▸ EXERCISE REQUIREMENTS:
Go through the entries below and copy every line that holds the word "Woodward".

-- SOURCE DATA follows --

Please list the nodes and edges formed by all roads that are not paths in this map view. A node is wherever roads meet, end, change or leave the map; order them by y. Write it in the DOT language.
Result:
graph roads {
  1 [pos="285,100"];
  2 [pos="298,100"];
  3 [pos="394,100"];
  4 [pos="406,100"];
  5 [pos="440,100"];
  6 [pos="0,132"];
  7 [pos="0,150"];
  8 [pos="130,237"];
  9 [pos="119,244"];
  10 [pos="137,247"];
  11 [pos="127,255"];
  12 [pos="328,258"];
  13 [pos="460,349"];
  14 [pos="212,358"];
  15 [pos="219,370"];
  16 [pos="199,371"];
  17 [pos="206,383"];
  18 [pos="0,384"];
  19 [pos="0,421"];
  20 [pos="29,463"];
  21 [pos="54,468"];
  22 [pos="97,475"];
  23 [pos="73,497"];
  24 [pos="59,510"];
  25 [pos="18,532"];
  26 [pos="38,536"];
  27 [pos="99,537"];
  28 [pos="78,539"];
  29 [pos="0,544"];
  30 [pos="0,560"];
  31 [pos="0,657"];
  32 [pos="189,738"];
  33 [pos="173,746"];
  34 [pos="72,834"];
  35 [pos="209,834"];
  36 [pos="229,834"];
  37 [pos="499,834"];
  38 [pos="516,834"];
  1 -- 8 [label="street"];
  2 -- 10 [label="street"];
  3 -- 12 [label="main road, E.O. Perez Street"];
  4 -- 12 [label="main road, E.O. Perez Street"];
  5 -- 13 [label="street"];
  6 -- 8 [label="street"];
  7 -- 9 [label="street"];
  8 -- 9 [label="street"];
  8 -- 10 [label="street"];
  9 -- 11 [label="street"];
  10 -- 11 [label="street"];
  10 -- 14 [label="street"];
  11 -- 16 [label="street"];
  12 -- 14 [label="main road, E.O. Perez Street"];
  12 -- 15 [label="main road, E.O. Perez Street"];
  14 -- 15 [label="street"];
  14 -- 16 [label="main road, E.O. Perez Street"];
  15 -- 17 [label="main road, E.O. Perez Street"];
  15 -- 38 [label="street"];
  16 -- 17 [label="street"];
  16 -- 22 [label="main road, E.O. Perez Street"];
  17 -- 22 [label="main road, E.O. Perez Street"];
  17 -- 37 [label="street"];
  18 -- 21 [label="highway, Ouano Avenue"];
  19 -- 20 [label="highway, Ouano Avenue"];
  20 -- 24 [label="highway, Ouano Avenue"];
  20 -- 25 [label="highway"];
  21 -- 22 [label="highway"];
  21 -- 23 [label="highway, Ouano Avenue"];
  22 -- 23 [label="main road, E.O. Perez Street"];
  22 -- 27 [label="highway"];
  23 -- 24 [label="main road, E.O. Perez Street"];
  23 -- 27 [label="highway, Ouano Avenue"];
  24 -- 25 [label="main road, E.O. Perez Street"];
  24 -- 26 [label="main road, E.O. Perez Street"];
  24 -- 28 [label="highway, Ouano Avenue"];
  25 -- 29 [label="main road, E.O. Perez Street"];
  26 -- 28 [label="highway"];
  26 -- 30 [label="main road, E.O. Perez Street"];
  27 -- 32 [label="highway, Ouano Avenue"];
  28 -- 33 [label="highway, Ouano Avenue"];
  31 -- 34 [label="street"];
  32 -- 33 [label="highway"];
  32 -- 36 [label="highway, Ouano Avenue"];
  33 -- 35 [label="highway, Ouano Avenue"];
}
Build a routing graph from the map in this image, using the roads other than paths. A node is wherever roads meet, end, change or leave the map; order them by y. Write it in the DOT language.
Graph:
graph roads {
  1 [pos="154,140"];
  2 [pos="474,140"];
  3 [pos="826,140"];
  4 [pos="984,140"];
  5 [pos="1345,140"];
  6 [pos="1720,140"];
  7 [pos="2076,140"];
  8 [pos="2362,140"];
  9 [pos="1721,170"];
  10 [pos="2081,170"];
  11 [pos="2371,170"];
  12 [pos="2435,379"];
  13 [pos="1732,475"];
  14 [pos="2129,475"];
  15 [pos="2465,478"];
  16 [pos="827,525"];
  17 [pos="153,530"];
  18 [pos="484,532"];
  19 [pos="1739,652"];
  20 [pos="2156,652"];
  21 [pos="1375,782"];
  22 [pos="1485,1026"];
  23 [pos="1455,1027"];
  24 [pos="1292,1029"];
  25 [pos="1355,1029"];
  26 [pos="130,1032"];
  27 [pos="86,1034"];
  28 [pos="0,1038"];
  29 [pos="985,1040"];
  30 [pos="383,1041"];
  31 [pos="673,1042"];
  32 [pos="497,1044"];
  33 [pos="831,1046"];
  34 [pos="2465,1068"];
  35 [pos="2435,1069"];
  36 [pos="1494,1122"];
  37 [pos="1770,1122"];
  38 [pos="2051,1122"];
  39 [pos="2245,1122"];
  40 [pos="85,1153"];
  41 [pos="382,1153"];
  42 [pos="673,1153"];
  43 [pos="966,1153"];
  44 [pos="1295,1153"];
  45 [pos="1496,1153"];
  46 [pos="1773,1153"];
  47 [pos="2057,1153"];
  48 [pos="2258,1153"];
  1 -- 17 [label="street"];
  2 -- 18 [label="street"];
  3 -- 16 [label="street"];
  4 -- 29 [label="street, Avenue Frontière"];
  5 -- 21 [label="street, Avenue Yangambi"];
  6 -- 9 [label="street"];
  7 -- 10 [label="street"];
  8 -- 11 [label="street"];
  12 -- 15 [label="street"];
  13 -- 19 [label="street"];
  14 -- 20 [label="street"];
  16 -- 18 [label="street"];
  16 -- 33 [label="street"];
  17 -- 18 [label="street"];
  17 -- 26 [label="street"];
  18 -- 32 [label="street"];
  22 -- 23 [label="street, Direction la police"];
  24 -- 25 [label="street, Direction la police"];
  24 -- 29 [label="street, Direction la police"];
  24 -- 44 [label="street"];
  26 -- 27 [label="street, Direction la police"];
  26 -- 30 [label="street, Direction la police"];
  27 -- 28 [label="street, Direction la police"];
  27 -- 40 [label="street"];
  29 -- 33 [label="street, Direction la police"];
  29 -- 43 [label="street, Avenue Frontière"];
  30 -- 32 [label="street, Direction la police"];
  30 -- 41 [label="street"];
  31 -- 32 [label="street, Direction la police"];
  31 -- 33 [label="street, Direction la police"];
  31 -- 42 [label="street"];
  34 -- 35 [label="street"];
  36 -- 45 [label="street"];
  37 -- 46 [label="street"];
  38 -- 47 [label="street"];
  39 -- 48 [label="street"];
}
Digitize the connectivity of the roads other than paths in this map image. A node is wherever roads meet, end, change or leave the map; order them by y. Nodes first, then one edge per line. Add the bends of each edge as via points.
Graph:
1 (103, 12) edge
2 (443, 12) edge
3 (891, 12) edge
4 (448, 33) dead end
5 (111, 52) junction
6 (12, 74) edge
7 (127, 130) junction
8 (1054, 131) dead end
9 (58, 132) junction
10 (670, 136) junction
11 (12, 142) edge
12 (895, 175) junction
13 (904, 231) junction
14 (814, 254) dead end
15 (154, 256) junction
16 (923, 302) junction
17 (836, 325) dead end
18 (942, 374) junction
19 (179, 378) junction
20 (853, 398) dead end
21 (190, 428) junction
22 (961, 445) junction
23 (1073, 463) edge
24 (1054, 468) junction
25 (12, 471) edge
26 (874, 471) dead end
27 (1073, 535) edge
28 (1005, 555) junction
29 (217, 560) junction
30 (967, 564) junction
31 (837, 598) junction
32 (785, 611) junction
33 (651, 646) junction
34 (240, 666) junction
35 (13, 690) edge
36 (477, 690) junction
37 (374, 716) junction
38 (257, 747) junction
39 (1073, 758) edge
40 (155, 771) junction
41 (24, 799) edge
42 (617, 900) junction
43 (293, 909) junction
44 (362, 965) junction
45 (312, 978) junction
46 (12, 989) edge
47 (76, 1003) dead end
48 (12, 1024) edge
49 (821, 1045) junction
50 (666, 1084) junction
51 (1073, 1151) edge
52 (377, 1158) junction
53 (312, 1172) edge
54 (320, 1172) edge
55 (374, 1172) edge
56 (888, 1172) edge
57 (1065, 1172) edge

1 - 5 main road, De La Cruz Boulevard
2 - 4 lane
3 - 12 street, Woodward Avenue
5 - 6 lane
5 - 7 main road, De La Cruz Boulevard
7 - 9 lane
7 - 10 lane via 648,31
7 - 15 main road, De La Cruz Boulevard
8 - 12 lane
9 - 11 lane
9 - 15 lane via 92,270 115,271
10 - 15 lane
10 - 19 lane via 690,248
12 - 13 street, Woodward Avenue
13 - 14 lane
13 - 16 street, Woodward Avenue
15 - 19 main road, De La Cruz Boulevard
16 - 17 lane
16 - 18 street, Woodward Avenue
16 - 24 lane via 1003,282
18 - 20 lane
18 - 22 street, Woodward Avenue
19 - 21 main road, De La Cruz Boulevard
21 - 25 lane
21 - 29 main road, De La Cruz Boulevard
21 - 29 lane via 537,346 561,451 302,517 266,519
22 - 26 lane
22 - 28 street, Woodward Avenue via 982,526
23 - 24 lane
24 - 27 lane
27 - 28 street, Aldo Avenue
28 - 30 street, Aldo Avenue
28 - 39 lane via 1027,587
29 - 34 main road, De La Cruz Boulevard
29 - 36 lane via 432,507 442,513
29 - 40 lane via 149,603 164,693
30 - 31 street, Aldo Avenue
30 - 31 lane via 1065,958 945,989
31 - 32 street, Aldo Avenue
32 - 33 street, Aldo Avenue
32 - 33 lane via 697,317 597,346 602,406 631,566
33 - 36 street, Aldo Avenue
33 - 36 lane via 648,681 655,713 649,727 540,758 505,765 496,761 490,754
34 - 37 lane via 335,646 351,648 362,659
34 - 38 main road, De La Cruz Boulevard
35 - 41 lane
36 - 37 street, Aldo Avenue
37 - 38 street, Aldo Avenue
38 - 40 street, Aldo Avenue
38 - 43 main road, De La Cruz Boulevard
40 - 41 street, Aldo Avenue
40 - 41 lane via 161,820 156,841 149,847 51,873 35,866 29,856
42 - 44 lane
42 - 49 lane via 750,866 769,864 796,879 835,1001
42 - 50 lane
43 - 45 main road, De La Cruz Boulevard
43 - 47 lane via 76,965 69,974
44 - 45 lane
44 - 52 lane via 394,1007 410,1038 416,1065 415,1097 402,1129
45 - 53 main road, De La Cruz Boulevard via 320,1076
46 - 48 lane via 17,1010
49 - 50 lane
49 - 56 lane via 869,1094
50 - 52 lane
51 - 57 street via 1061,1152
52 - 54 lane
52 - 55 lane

-- SOURCE DATA concluded --

▸ RESPONSE AREA:
3 - 12 street, Woodward Avenue
12 - 13 street, Woodward Avenue
13 - 16 street, Woodward Avenue
16 - 18 street, Woodward Avenue
18 - 22 street, Woodward Avenue
22 - 28 street, Woodward Avenue via 982,526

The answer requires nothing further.